[PATCH v3 00/21] Enable CET Virtualization

From: Yang Weijiang
Date: Thu May 11 2023 - 03:13:45 EST


Control-flow Enforcement Technology (CET) is a CPU feature used to prevent
Return/Jump-Oriented Programming (ROP/JOP) attacks. CET introduces a new
exception type, Control Protection (#CP), and two sub-features(SHSTK,IBT)
to defend against ROP/JOP style control-flow subversion attacks.

Shadow Stack (SHSTK):
A shadow stack is a second stack used exclusively for control transfer
operations. The shadow stack is separate from the data/normal stack and
can be enabled individually in user and kernel mode.
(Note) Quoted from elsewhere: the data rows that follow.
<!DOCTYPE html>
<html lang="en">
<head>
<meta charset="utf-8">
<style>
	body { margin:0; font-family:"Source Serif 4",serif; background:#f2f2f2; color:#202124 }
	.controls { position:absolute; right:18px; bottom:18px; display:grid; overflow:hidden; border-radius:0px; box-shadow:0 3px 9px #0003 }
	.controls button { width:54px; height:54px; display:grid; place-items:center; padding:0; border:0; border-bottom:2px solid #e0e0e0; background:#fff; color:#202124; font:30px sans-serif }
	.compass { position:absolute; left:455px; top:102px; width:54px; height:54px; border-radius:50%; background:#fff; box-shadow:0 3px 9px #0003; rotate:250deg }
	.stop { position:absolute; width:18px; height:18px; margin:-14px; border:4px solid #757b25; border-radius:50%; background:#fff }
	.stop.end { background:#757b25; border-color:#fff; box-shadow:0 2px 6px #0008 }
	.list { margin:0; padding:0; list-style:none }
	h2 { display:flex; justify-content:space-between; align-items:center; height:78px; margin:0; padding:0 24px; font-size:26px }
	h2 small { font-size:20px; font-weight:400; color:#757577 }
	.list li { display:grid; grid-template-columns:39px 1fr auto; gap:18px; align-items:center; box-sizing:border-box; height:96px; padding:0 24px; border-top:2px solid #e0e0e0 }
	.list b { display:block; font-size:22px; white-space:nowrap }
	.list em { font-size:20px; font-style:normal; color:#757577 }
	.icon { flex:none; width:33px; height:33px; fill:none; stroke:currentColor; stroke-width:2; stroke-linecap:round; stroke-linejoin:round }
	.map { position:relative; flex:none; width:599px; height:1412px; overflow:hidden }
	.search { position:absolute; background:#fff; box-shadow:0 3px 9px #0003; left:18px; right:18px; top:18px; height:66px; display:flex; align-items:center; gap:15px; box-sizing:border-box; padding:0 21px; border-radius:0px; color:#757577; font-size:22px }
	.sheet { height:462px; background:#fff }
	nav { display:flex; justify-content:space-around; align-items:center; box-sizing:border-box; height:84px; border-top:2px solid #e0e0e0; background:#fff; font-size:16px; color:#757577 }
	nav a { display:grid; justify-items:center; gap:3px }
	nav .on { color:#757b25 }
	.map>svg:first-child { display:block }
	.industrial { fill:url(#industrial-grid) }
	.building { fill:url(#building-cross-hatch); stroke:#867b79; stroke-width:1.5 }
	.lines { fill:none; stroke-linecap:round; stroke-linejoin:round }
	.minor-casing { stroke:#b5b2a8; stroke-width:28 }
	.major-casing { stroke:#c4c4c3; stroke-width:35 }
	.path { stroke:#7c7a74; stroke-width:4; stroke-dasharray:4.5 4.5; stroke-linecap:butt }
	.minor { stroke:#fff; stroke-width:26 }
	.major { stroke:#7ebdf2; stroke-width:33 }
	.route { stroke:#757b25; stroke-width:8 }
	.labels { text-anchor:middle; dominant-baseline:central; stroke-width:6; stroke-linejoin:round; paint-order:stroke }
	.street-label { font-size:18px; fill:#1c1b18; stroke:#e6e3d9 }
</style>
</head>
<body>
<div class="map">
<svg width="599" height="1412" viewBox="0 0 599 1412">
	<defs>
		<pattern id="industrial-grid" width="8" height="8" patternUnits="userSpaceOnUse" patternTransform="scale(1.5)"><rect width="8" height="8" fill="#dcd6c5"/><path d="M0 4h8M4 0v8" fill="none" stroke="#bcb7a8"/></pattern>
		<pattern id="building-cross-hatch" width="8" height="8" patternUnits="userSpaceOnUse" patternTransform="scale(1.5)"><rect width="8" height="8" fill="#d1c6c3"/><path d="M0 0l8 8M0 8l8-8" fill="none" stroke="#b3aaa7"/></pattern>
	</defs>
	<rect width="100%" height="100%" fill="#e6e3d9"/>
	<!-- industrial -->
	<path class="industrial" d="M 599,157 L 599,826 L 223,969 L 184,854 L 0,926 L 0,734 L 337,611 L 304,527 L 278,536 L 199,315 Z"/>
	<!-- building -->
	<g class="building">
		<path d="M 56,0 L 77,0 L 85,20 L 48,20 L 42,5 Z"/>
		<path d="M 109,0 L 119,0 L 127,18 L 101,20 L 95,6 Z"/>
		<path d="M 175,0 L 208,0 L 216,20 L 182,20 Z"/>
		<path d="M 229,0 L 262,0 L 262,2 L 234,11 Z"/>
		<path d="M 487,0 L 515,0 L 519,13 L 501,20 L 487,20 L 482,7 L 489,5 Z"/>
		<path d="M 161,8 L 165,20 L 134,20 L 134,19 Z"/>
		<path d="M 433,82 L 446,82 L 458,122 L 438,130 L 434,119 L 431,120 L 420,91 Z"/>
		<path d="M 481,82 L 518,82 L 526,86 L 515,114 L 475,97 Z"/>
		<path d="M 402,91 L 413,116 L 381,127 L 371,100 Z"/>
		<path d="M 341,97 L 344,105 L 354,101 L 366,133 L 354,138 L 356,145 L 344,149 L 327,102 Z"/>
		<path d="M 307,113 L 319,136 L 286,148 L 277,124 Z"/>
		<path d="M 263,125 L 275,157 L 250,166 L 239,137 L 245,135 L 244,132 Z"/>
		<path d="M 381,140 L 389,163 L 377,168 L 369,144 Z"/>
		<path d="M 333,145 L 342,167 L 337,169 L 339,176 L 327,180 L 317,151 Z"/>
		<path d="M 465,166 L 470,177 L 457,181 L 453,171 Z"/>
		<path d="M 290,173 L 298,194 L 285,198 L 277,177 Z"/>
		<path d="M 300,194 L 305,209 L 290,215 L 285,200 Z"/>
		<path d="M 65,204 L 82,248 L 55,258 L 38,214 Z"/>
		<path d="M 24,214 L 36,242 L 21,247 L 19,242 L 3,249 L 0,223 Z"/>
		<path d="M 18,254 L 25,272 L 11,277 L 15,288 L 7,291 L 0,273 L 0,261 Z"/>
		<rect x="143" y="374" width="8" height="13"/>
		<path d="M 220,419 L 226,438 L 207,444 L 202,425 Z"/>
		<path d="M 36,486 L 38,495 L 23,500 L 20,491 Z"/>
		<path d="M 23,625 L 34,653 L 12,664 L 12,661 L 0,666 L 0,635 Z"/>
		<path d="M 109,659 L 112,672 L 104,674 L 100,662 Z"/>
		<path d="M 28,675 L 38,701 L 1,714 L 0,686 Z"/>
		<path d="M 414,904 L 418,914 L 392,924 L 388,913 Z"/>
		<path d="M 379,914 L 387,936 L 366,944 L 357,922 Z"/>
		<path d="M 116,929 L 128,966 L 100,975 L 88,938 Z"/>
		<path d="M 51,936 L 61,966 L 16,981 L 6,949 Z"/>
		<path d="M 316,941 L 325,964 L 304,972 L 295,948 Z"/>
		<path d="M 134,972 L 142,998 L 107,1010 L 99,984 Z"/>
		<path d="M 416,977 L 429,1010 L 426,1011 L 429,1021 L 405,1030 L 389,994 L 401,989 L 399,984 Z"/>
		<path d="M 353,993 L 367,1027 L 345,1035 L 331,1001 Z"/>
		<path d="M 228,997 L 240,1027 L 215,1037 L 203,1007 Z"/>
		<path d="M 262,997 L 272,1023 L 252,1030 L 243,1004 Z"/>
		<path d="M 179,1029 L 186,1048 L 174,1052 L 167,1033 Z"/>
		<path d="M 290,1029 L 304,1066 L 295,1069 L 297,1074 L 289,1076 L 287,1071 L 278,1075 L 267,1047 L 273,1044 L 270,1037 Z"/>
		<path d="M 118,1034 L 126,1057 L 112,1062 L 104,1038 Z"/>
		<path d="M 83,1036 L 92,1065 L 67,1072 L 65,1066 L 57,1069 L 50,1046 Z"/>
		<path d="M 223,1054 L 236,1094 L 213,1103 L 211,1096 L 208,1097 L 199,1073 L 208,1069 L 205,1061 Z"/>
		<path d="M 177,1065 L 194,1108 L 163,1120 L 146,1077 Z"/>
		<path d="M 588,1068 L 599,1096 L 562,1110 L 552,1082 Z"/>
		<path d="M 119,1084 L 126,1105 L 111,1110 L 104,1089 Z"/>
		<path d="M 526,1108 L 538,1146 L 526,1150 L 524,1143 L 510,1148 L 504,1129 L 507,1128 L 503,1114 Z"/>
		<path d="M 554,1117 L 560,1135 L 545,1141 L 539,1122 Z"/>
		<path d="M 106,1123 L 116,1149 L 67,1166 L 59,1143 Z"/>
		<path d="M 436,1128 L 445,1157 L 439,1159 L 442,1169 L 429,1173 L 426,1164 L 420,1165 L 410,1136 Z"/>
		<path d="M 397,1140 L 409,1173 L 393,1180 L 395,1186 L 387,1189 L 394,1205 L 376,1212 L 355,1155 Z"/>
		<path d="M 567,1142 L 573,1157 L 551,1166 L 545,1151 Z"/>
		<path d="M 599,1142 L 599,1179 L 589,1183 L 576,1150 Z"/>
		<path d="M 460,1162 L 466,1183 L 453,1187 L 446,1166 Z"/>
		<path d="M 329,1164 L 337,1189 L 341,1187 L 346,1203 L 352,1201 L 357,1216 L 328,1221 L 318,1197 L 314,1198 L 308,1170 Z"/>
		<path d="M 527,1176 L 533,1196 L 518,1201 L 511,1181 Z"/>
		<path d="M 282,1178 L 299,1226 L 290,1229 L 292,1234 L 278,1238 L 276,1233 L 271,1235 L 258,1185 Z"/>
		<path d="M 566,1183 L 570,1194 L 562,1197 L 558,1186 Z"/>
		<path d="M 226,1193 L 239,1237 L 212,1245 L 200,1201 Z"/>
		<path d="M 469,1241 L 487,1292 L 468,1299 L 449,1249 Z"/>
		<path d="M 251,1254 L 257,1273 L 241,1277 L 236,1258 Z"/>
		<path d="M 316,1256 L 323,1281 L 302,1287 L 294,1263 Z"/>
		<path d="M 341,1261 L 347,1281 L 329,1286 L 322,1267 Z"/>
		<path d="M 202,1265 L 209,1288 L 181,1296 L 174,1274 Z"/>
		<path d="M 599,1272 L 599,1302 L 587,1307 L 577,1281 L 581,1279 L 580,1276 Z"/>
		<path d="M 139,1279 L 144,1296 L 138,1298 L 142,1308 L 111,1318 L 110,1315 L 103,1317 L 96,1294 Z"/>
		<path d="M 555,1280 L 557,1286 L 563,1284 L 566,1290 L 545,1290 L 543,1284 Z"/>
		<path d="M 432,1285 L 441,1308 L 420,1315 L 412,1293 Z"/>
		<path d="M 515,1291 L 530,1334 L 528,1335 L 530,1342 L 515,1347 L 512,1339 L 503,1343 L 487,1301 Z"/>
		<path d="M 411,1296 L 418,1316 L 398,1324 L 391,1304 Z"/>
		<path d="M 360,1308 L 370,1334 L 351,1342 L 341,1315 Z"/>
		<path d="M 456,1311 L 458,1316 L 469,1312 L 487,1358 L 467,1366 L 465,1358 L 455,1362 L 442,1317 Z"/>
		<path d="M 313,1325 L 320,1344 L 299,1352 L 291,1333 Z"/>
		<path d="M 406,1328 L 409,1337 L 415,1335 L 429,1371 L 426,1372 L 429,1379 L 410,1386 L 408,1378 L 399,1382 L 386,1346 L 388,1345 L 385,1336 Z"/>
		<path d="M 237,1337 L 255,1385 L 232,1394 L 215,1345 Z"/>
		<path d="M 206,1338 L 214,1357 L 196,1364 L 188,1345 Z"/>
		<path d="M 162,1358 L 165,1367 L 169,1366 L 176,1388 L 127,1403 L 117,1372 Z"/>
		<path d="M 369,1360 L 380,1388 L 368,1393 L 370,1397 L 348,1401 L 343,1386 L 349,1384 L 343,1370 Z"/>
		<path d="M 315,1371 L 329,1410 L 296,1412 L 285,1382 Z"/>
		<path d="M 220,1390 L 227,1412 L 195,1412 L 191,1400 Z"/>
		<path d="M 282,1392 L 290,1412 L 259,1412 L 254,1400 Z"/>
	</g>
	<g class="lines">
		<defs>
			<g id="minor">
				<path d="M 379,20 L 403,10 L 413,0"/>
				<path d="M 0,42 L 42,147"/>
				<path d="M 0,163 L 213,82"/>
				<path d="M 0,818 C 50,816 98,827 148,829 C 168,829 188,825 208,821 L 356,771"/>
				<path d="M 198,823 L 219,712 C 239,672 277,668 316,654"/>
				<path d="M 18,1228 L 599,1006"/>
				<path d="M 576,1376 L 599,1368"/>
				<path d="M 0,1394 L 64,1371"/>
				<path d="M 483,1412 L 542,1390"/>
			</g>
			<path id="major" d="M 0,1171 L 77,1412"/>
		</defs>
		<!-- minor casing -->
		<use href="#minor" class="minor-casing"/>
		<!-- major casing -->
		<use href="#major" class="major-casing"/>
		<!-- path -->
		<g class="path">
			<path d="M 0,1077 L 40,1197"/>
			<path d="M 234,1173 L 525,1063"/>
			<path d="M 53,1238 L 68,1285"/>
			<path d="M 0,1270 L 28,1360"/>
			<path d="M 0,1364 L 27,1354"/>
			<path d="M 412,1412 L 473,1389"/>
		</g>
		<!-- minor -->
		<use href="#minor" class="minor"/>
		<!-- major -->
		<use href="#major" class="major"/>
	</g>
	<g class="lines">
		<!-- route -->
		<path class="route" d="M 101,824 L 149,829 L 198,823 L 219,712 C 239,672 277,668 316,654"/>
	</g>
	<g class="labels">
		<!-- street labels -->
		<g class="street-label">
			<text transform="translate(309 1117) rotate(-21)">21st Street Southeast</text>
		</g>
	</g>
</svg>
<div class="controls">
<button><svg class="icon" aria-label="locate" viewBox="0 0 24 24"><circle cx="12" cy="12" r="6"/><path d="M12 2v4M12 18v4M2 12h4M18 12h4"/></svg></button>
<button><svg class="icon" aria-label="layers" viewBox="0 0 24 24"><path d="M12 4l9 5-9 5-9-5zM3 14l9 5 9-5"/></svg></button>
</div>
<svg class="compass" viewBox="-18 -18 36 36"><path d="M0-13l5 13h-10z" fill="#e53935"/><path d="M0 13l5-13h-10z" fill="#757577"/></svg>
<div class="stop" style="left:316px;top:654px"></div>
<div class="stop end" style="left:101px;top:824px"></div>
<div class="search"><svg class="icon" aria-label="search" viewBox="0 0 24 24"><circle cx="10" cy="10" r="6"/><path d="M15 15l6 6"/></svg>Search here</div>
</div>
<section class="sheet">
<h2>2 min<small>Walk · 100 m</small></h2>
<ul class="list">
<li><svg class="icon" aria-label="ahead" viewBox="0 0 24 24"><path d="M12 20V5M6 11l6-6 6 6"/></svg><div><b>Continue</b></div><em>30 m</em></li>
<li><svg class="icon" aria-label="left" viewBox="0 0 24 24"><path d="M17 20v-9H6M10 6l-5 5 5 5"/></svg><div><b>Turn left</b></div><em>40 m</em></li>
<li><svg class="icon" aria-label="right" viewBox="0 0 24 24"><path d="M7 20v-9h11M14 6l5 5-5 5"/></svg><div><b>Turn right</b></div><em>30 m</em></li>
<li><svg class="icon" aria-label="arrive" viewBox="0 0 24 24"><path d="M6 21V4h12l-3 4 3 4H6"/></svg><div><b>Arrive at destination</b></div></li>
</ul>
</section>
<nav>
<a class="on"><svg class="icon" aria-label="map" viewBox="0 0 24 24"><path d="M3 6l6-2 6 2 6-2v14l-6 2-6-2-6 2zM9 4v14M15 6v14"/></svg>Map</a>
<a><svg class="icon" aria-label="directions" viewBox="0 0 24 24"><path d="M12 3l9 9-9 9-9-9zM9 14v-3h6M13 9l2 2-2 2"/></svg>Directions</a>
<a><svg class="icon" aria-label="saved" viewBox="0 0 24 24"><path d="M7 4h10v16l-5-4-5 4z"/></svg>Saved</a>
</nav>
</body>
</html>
When shadow stack
is enabled, CALL pushes the return address on both the data and shadow
stack. RET pops the return address from both stacks and compares them.
If the return addresses from the two stacks do not match, the processor
generates a #CP.

Indirect Branch Tracking (IBT):
IBT adds a new instruction, ENDBRANCH, to mark valid target addresses of
indirect branches (CALL, JMP etc...). If an indirect branch is executed
and the next instruction is _not_ an ENDBRANCH, the processor generates a
#CP. These instruction behaves as a NOP on platforms that doesn't support
CET.


Dependency:
--------------------------------------------------------------------------
The first 5 patches are taken over from CET native series [1] in linux-next.
They're prerequisites for enabling guest user mode SHSTK. Patch this full
series before build host kernel for guest CET testing. Also apply CET enabling
patches in [2] to build qualified QEMU. These kernel dependent patches will
be enclosed in KVM series until CET native series is merged in mainline tree.


Implementation:
--------------------------------------------------------------------------
Historically, the early KVM patches can support both user SHSTK and IBT,
and most of the early patches are carried forward with changes in this new
series. And with kernel IBT feature merged in 5.18, a new patch was added
to support the feature in guest. The last patch is introduced to support
supervisor SHSTK but the feature is not enabled on Intel platform for now,
the main purpose of this patch is to facilitate AMD folks to enable the
feature.

In summary, this new series enables CET user SHSTK/IBT and kernel IBT, but
doesn't fully support CET supervisor SHSTK, the enabling work is left for
the future.

Supported CET sub-features:

|
User SHSTK | User IBT (user mode)
--------------------------------------------------
s-SHSTK (X) | Kernel IBT (kernel mode)
|

Guest user mode SHSTK/IBT relies on host side XSAVES support(XSS[bit 11])
to swap CET states. Guest kernel IBT doesn't have dependency on host XSAVES.
The supervisor SHSTK relies on host side XSAVES support(XSS[bit 12]) for
supervisor mode CET states save/restore.

This version removed unnecessary checks of host CET enabling status before
expose CET features to guest, making guest CET enabling apart from host.
By doing so, it's expected to be more friendly to cloud computing scenarios.


CET states management:
--------------------------------------------------------------------------
CET user mode states, MSR_IA32_{U_CET,PL3_SSP} depends on {XSAVES,XRSTORS}
instructions to swap guest/host context when vm-exit/vm-entry happens.
On vm-exit, the guest CET states are stored to guest fpu area and host user
mode states are loaded from thread/process context before vCPU returns to
userspace, vice-versa on vm-entry. See details in kvm_{load|put}_guest_fpu().
So the user mode state validity depends on host side U_CET bit set in MSR_XSS.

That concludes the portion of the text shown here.